The AR is no slouch though, coming with either six or eight gigabytes of RAM and a Snapdragon 821 SoC, users aren’t starved for performance. Of course, the 23-megapixel camera and two accompanying sensors for depth and motion tracking seem to only bolster this device's flagship case, packing a collection of shooting modes that would make even Samsung blush. Then, there’s the price. $599 gets you a six gig of RAM 64 GB storage configuration, while $100 more nabs you the tantalizing 8/128GB option – yes, we said 8 gigabytes of RAM. Verizon customers only have access to a single exclusive version which mixes 6GB RAM with 128GB storage – though, we’re sure they won’t be complaining. We’ve had the opportunity to test the two highest-end configurations. So, what’s the verdict on the ZenFone AR’s prowess as a flagship-level competitor? Let’s check it out.
The ZenFone AR’s front is a plain, all-black face, save for the silver “Asus” lettering below the earpiece, as well as the back and multi-tasking haptic buttons at the bottom, when lit. Annoyingly for VZW customers, you cannot set these buttons to always be illuminated as you can on the unlocked versions. Slightly raised from the bottom bezel is the clickable, elliptical home button/fingerprint sensor, which we found to feel a bit cheap when clicking, unlike the volume rocker and power button along the right side. It’s not that the button feels loose in the frame at all, but rather the too-firm tactile feel and loud click combine in such a way that just makes us wish there were no button at all.

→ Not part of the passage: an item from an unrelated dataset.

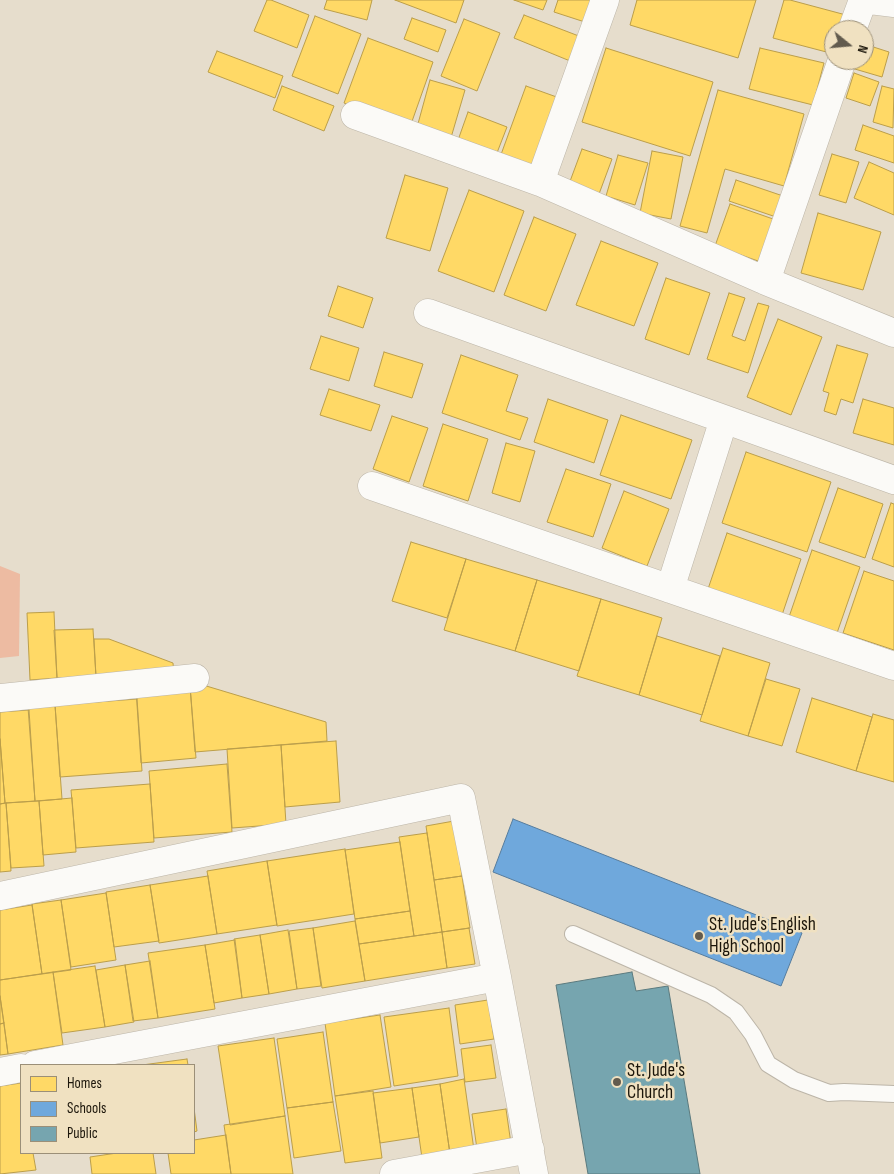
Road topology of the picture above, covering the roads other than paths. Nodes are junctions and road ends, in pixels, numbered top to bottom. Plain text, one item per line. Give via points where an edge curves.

Thankfully, this is the only less-than-premium-feeling component. Holding the ZenFone, your hands easily grip the thick metal edges, their slight roundness aiding this experience. On the back, you’ll feel the burnished-leather casing which carries a much finer texture than the burnished-leather seen on last year’s ZenFone Zoom. The rectangular metal block, which encases the phone’s optics, has a slight curve to it as the entire backing does. The sensors themselves are just barely recessed from the metal block, though the block itself does protrude from the back.
Super AMOLED is the technology of choice here, and the ZenFone has most of the anticipated pros and cons of this well-known display type. Colors are bright, vivid, and pleasing to look at but a slight bluish hue affects this screen – a problem that is made immediately apparent by the device's trouble with viewing angles. Holding the phone and tilting it just slightly off axis from a parallel angle with your face will betray a very noticeable blue tint which you’ll be correcting often. Display coloring tweaks and color modes are available, but the stock configuration is likely your best bet. Otherwise, the 2560 x 1440 (WQHD) resolution produces great clarity with 512 ppi and is quite comfortable and pleasing to watch videos, read, or view pictures – at the right angle, of course.